New analysis from leading scientists shows that in the first 3 weeks of July, as cases were exponentially rising, the app averted up to 2,000 cases per day, and over 50,000 cases of Covid-19 including chains of transmission assuming 60% compliance with instructions to self-isolate. This is estimated to have prevented 1,600 hospitalisations.

It also shows the app reduces the spread of Covid-19 by around 4.3% each week, and for every 200-250 tests entered and shared in the app one person is prevented from being hospitalised from the virus.

Usage remains high, with around 40% of the eligible population regularly using the app and around 50% of all reported tests being inputted.

The government is urging the public to continue using the NHS Covid-19 App.
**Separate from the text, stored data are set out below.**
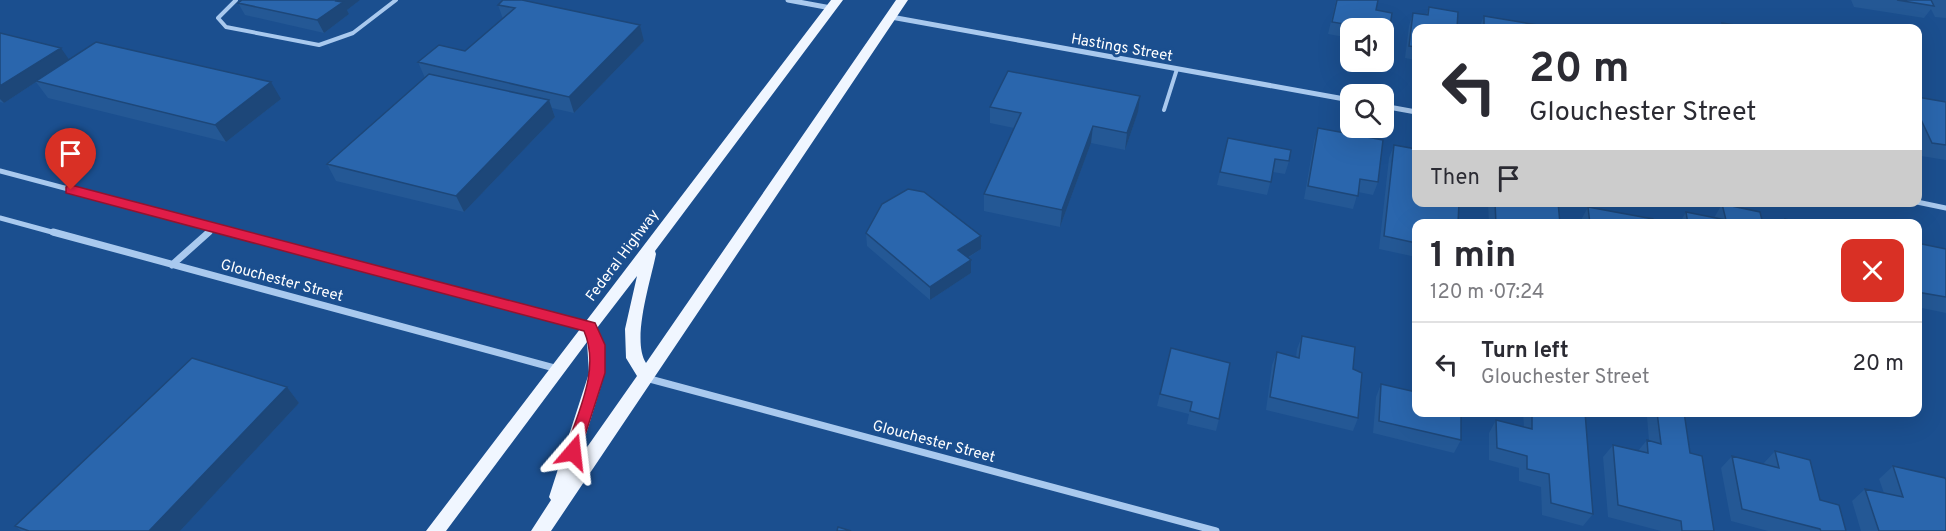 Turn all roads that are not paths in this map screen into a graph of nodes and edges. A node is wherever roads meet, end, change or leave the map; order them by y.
1 (236, 0) edge
2 (396, 0) edge
3 (788, 0) edge
4 (902, 0) edge
5 (834, 4) edge
6 (891, 17) junction
7 (1177, 69) junction
8 (1340, 98) edge
9 (1394, 108) edge
10 (1164, 110) dead end
11 (1412, 111) edge
12 (0, 171) edge
13 (1922, 203) edge
14 (1946, 207) edge
15 (0, 218) edge
16 (214, 228) junction
17 (651, 248) junction
18 (172, 265) junction
19 (590, 327) junction
20 (558, 369) junction
21 (646, 377) junction
22 (554, 511) junction
23 (435, 531) edge
24 (540, 531) edge
25 (1216, 531) edge

1 - 2 lane
3 - 5 street
4 - 6 main road
5 - 17 main road, Federal Highway
6 - 7 street, Hastings Street
6 - 21 main road
7 - 8 street, Hastings Street
7 - 10 lane
9 - 11 street
12 - 16 street
13 - 14 street
15 - 18 street, Glouchester Street
16 - 18 street
16 - 19 street
17 - 19 main road, Federal Highway
17 - 21 main road
18 - 20 street, Glouchester Street
19 - 20 main road, Federal Highway
19 - 22 main road
20 - 23 main road, Federal Highway
21 - 22 main road
21 - 25 street, Glouchester Street
22 - 24 main road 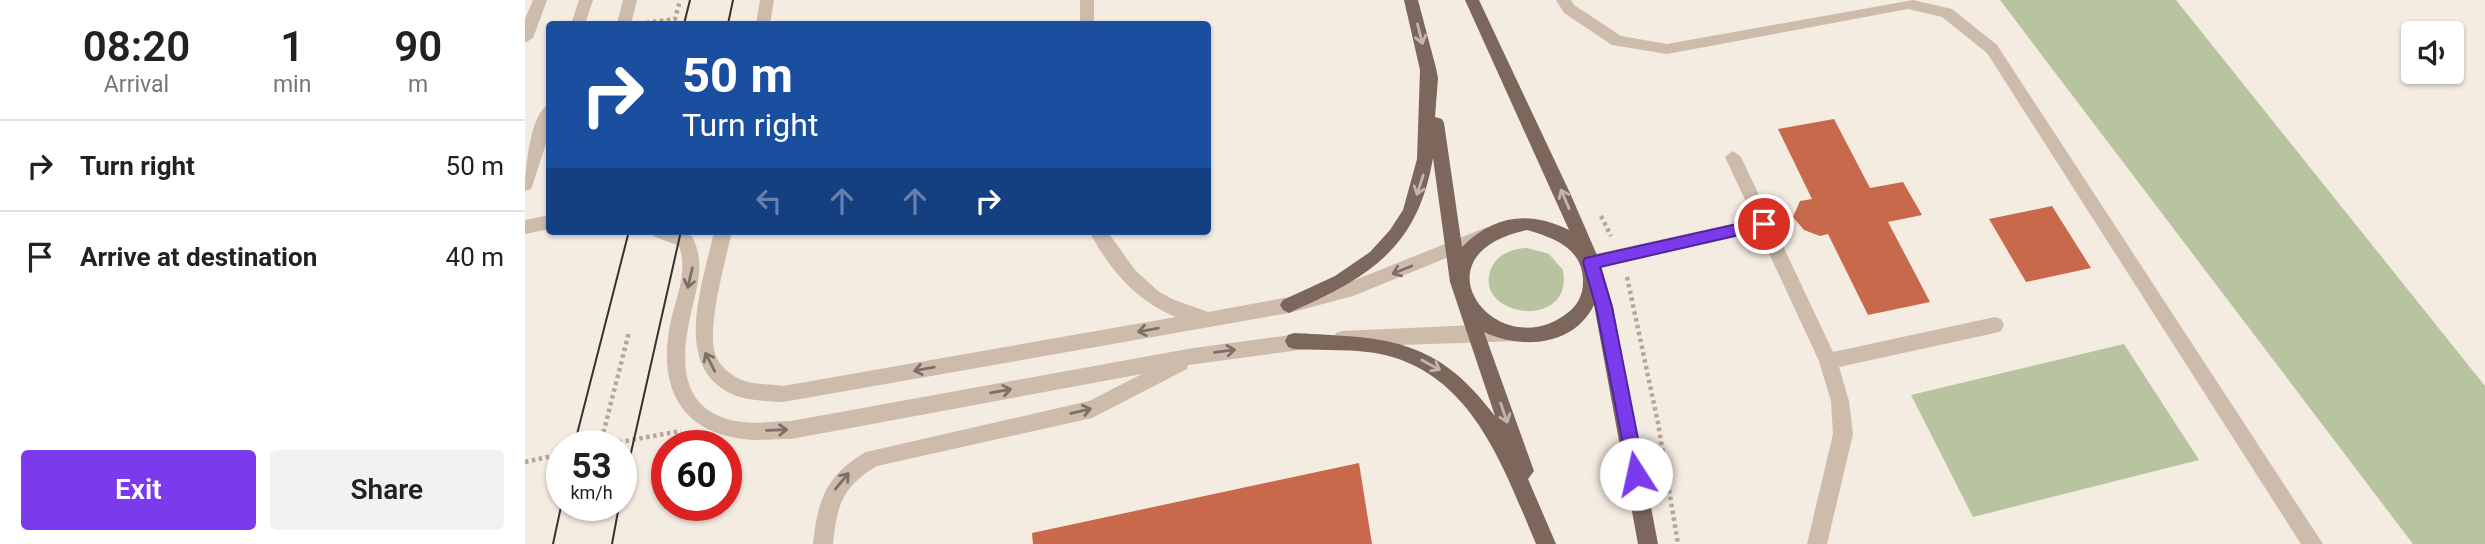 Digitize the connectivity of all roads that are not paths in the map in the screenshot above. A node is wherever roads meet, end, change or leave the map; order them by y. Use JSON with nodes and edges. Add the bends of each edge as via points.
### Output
{"nodes":[{"id":1,"x":540,"y":0,"type":"edge"},
{"id":2,"x":586,"y":0,"type":"edge"},
{"id":3,"x":630,"y":0,"type":"edge"},
{"id":4,"x":767,"y":0,"type":"edge"},
{"id":5,"x":1087,"y":0,"type":"edge"},
{"id":6,"x":1411,"y":0,"type":"edge"},
{"id":7,"x":1472,"y":0,"type":"edge"},
{"id":8,"x":1563,"y":0,"type":"edge"},
{"id":9,"x":579,"y":21,"type":"edge"},
{"id":10,"x":625,"y":21,"type":"edge"},
{"id":11,"x":764,"y":21,"type":"edge"},
{"id":12,"x":1087,"y":21,"type":"edge"},
{"id":13,"x":525,"y":38,"type":"edge"},
{"id":14,"x":1428,"y":68,"type":"junction"},
{"id":15,"x":546,"y":120,"type":"edge"},
{"id":16,"x":1733,"y":157,"type":"dead end"},
{"id":17,"x":525,"y":184,"type":"edge"},
{"id":18,"x":546,"y":223,"type":"edge"},
{"id":19,"x":1764,"y":224,"type":"junction"},
{"id":20,"x":525,"y":227,"type":"edge"},
{"id":21,"x":1487,"y":234,"type":"junction"},
{"id":22,"x":670,"y":235,"type":"edge"},
{"id":23,"x":722,"y":235,"type":"edge"},
{"id":24,"x":1101,"y":235,"type":"edge"},
{"id":25,"x":1454,"y":248,"type":"junction"},
{"id":26,"x":1591,"y":262,"type":"junction"},
{"id":27,"x":1462,"y":293,"type":"junction"},
{"id":28,"x":1289,"y":305,"type":"junction"},
{"id":29,"x":1215,"y":318,"type":"junction"},
{"id":30,"x":1995,"y":325,"type":"dead end"},
{"id":31,"x":1476,"y":333,"type":"junction"},
{"id":32,"x":1521,"y":336,"type":"junction"},
{"id":33,"x":1294,"y":341,"type":"junction"},
{"id":34,"x":1193,"y":356,"type":"junction"},
{"id":35,"x":1828,"y":360,"type":"junction"},
{"id":36,"x":823,"y":544,"type":"edge"},
{"id":37,"x":1548,"y":544,"type":"edge"},
{"id":38,"x":1648,"y":544,"type":"edge"},
{"id":39,"x":1817,"y":544,"type":"edge"},
{"id":40,"x":2313,"y":544,"type":"edge"}],
"edges":[{"from":1,"to":13,"type":"street"},
{"from":2,"to":9,"type":"street"},
{"from":3,"to":10,"type":"street"},
{"from":4,"to":11,"type":"street"},
{"from":5,"to":12,"type":"street"},
{"from":6,"to":14,"type":"main road","one_way":true},
{"from":26,"to":7,"type":"main road","one_way":true},
{"from":8,"to":40,"type":"street","via":[[1569,9],[1618,41],[1667,49],[1908,4],[1947,13],[1992,49]]},
{"from":14,"to":25,"type":"main road"},
{"from":14,"to":28,"type":"main road","one_way":true,"via":[[1427,159],[1409,215],[1394,238],[1349,277]]},
{"from":15,"to":17,"type":"street"},
{"from":16,"to":19,"type":"street"},
{"from":18,"to":20,"type":"street"},
{"from":19,"to":26,"type":"street"},
{"from":19,"to":35,"type":"street"},
{"from":21,"to":25,"type":"street"},
{"from":21,"to":26,"type":"main road","via":[[1517,224],[1548,226],[1581,246]]},
{"from":21,"to":27,"type":"main road","via":[[1471,247],[1461,264]]},
{"from":22,"to":34,"type":"street","one_way":true,"via":[[686,241],[694,258],[674,345],[680,392],[689,406],[717,424],[747,431],[791,430]]},
{"from":29,"to":23,"type":"street","one_way":true,"via":[[783,394],[748,390],[716,372],[705,352]]},
{"from":24,"to":29,"type":"street","via":[[1122,269],[1155,299],[1175,311]]},
{"from":25,"to":27,"type":"main road"},
{"from":25,"to":28,"type":"street","one_way":true,"via":[[1347,291]]},
{"from":26,"to":32,"type":"main road","via":[[1593,289],[1581,314],[1545,334]]},
{"from":26,"to":38,"type":"main road","via":[[1604,307]]},
{"from":27,"to":31,"type":"main road"},
{"from":27,"to":32,"type":"main road","via":[[1479,319]]},
{"from":28,"to":29,"type":"street"},
{"from":30,"to":35,"type":"street"},
{"from":31,"to":32,"type":"street"},
{"from":31,"to":33,"type":"street"},
{"from":31,"to":37,"type":"main road","one_way":true},
{"from":34,"to":33,"type":"street","one_way":true},
{"from":33,"to":37,"type":"main road","one_way":true,"via":[[1382,347],[1410,354],[1450,377],[1490,422]]},
{"from":36,"to":34,"type":"street","one_way":true,"via":[[826,514],[837,486],[873,458],[1092,409]]},
{"from":35,"to":39,"type":"street","via":[[1840,401],[1843,434]]}]} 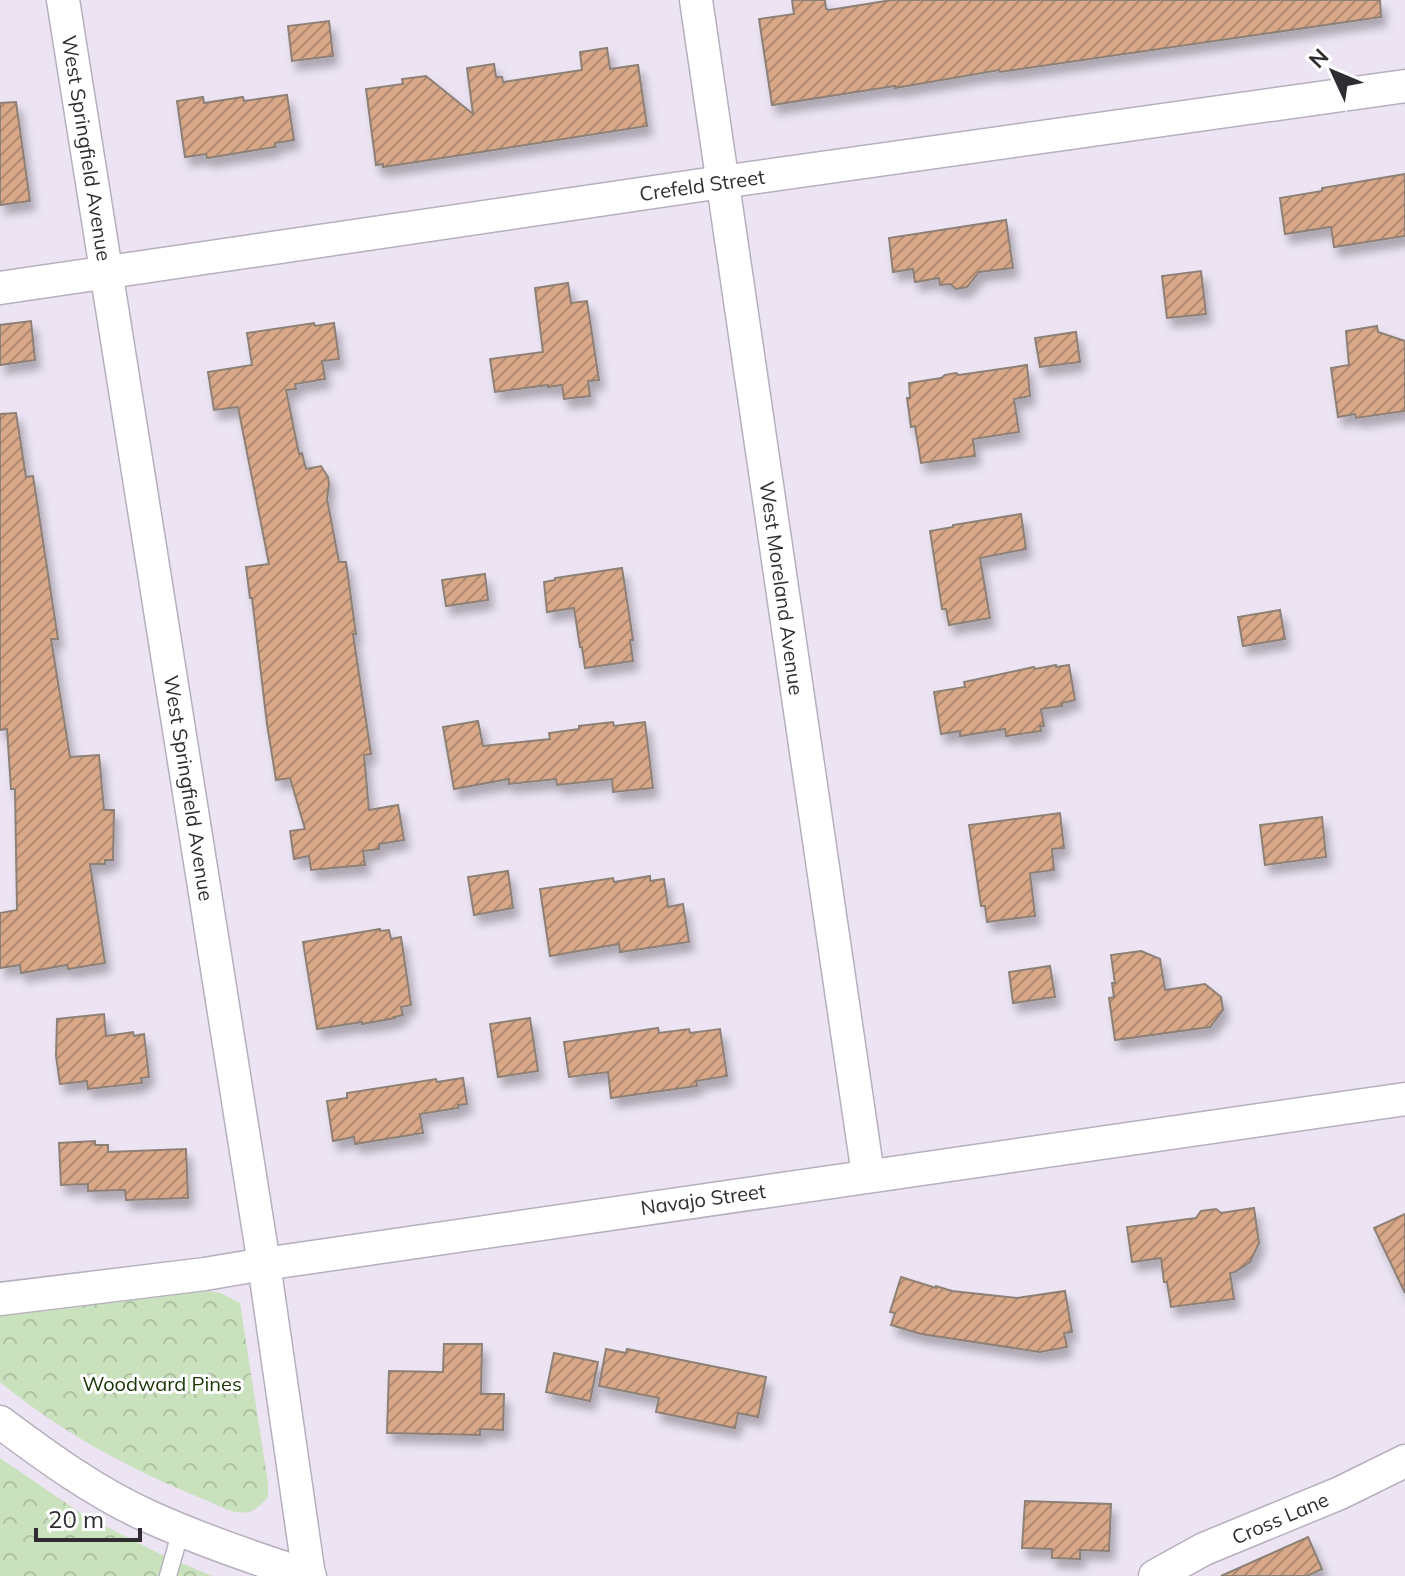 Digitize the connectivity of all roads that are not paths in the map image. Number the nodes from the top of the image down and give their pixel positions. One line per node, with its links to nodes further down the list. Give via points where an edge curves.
1 (63, 0): 5 (street, West Springfield Avenue)
2 (696, 0): 4 (street, West Moreland Avenue)
3 (1405, 86): 4 (street, Crefeld Street)
4 (722, 182): 5 (street, Crefeld Street); 8 (street, West Moreland Avenue)
5 (107, 272): 6 (street, Crefeld Street); 9 (street, West Springfield Avenue)
6 (0, 288)
7 (1405, 1099): 8 (street, Navajo Street)
8 (868, 1175): 9 (street, Navajo Street)
9 (264, 1264): 10 (street, Navajo Street); 15 (street, West Springfield Avenue)
10 (0, 1299)
11 (0, 1422): 13 (street, via 90,1484)
12 (1405, 1461): 16 (street, Cross Lane, via 1204,1549)
13 (181, 1530): 14 (lane); 15 (street)
14 (168, 1576)
15 (309, 1576)
16 (1155, 1576)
Around one in three people experience this virus without symptoms and, even if you are fully vaccinated, it is possible that you could be unwittingly carrying and spreading the virus, creating a chain of transmission that could have someone vulnerable to the virus at the end of it.

Dr Jenny Harries, CEO of UK Health Security Agency, said: ‘The NHS Covid-19 App is a really practical example of how technology can be used to fight the biggest challenges we face in protecting and improving our health.

‘The app is the simplest, easiest, and fastest way to find out whether you have been exposed to the virus, and it has saved thousands of lives over the course of this pandemic.

‘I strongly encourage everyone, even those fully vaccinated, to continue using the app. It is a lifesaving tool that helps us to stay safe and to protect those closest to us as we return to a more familiar way of life.’

The app remains the fastest way to know if you have been at risk, and app users will only be advised to isolate if they have come into close contact with someone who has tested positive for Covid-19.

From August 16, fully vaccinated contacts in England will be exempt from isolation and instead will be advised to take a PCR test. Those who are not fully vaccinated will still be required to isolate, and it will remain a legal obligation to isolate if you test positive for Covid-19.

Health and social care secretary, Sajid Javid said: ‘We want to reduce the disruption that self-isolation can cause for people and businesses while ensuring we’re protecting those most at risk from this virus.

‘This update to the app will help ensure that we are striking the right balance. It’s so important that people isolate when asked to do so in order to stop the spread of the virus and protect their communities.’